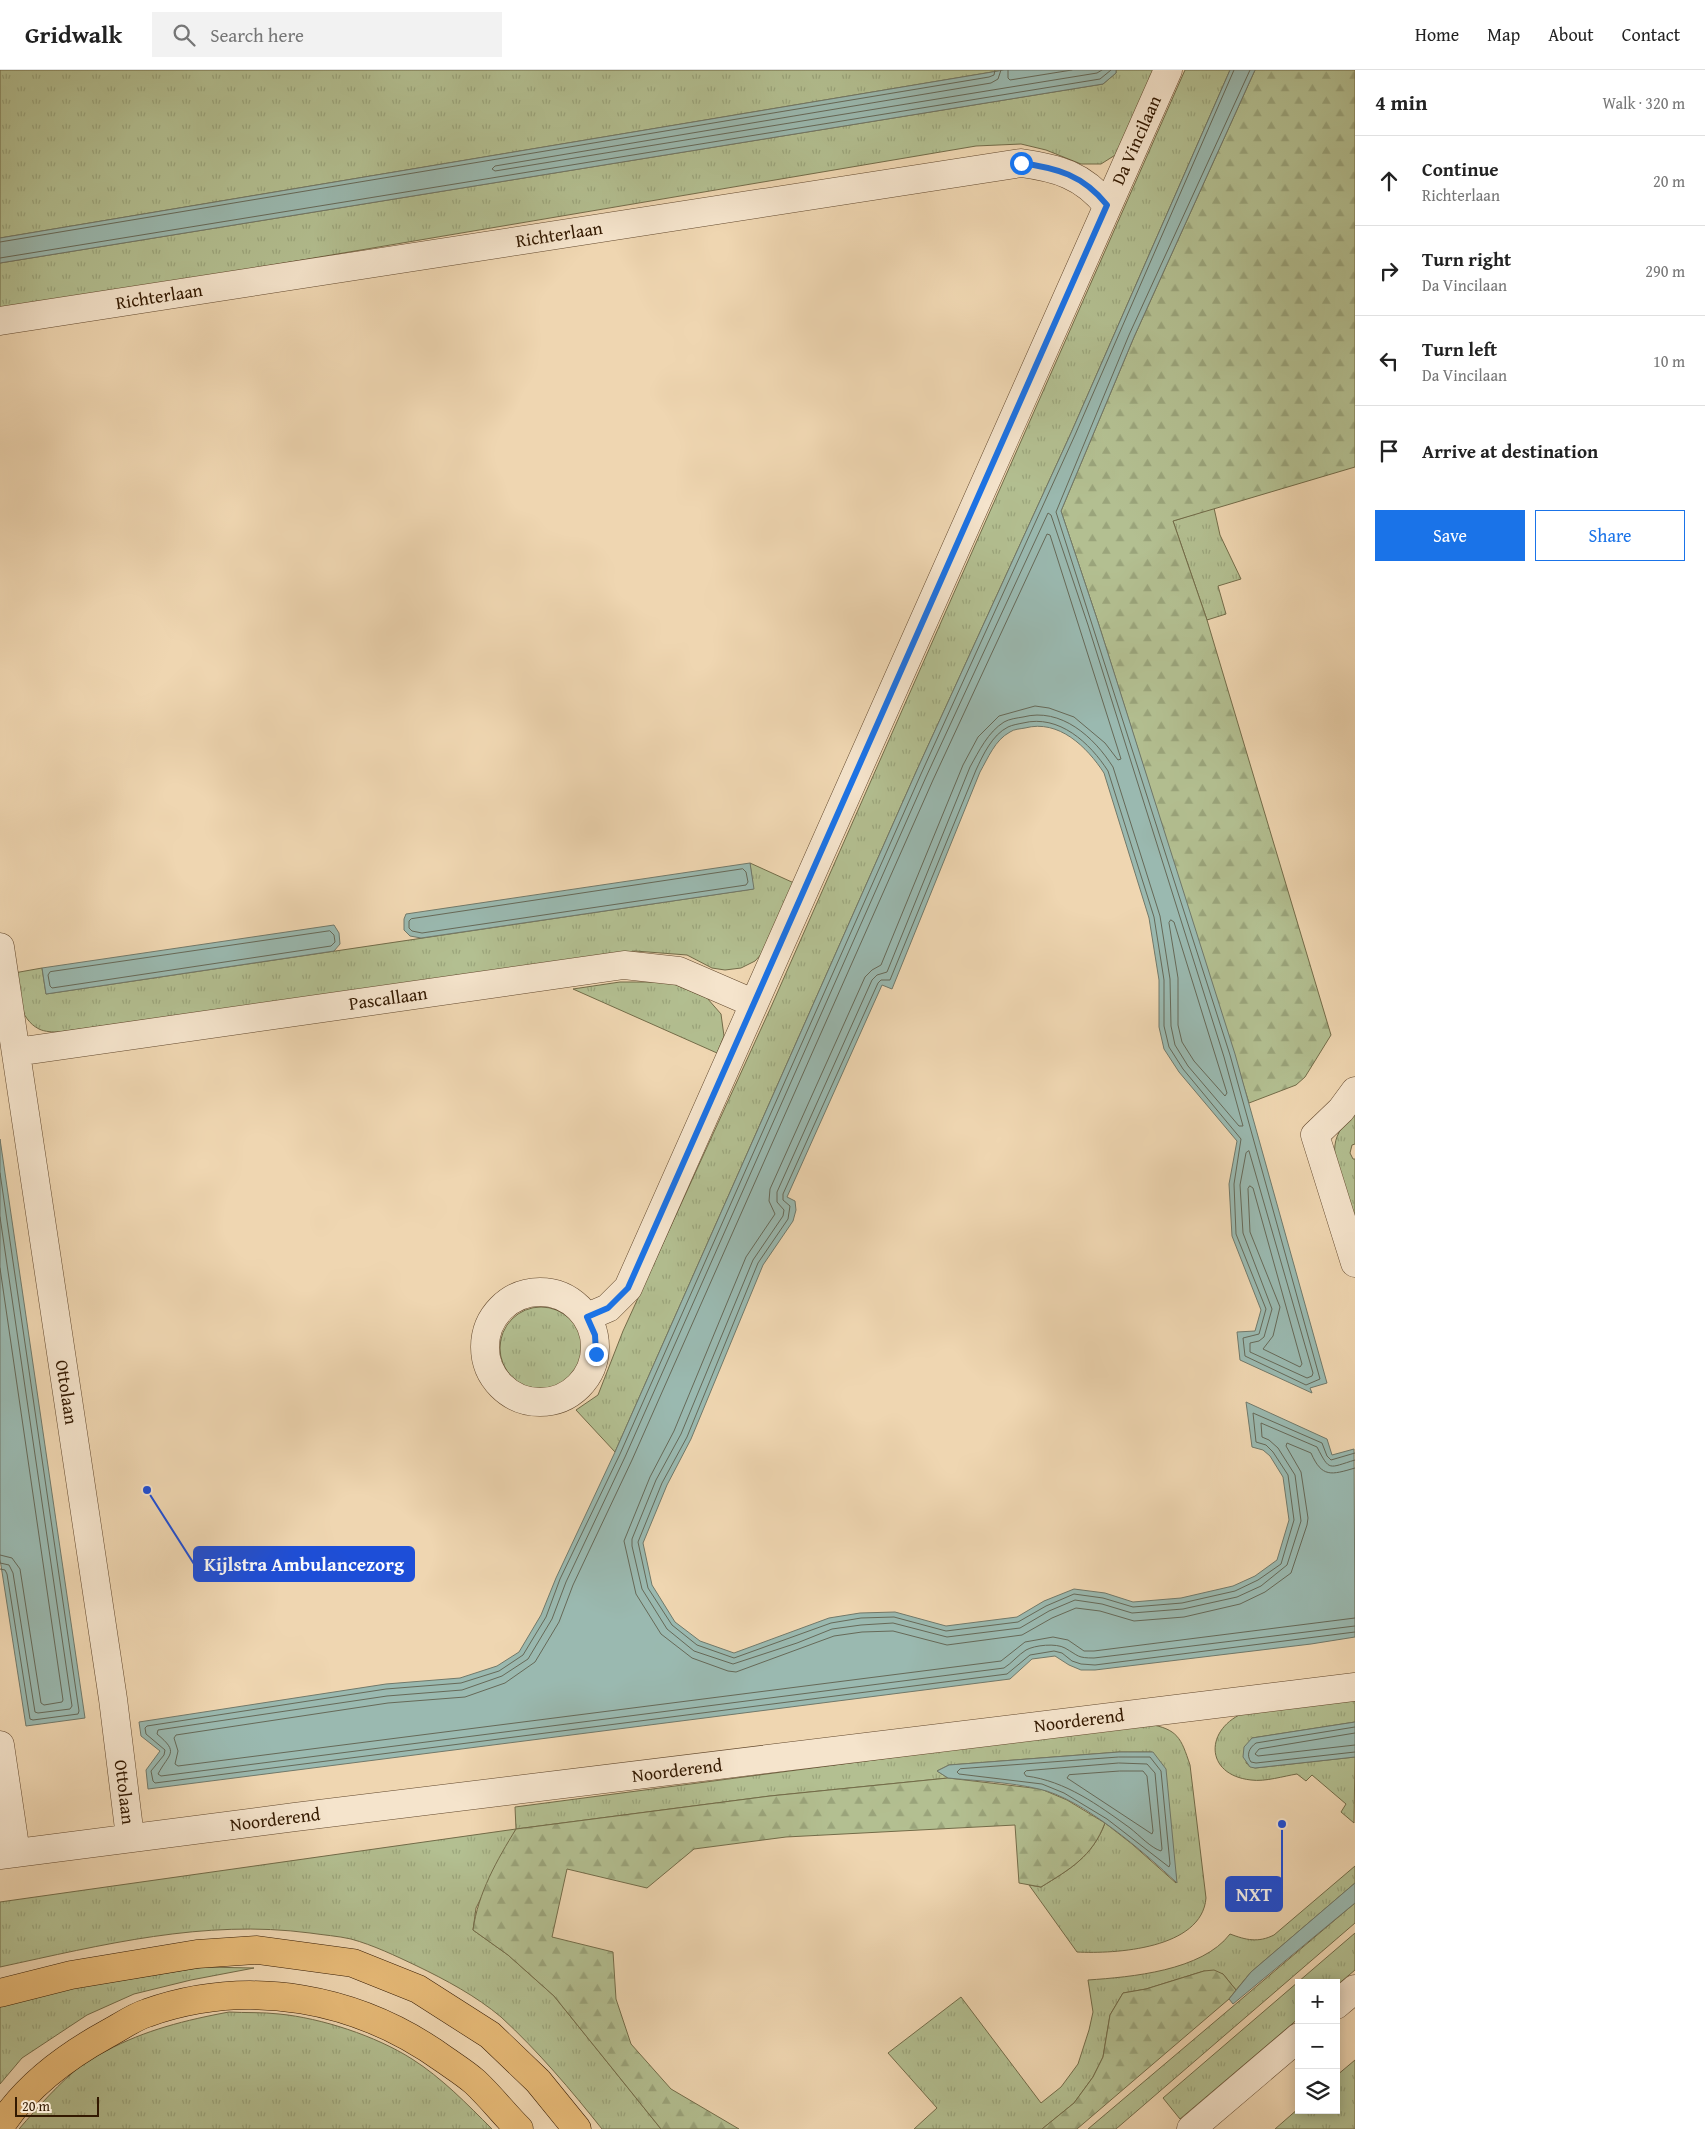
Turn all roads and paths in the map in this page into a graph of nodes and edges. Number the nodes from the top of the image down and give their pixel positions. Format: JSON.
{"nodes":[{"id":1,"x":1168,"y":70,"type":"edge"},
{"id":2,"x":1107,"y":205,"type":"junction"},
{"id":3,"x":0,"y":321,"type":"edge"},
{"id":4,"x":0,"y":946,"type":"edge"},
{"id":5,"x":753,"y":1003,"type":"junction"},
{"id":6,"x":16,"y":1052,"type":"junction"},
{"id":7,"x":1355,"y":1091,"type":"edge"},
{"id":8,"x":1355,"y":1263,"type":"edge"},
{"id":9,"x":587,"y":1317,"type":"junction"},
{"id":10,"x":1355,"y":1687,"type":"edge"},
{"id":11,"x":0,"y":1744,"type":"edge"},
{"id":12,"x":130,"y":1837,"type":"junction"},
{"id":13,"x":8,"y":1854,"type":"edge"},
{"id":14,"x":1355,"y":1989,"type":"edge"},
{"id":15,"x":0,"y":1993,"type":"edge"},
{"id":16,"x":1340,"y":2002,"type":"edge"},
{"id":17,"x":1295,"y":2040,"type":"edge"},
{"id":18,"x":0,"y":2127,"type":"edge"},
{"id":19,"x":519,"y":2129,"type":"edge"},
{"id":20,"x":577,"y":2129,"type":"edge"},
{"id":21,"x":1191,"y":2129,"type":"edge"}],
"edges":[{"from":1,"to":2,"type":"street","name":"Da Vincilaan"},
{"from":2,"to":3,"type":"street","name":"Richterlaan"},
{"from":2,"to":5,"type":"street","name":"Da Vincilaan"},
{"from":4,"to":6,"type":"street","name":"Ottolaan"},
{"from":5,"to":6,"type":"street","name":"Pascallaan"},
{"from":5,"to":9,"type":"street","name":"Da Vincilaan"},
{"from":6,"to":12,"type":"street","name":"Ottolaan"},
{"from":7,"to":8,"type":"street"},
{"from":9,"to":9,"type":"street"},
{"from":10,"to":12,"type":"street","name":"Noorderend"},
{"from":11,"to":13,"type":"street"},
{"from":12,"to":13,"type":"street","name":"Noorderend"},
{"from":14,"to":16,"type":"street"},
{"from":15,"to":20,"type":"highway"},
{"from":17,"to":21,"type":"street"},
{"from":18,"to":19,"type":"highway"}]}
───
◆ Task requirements: Looking at the records above, count the lines where the word "highway" appears. State only the number.

◆ Result for this task: 2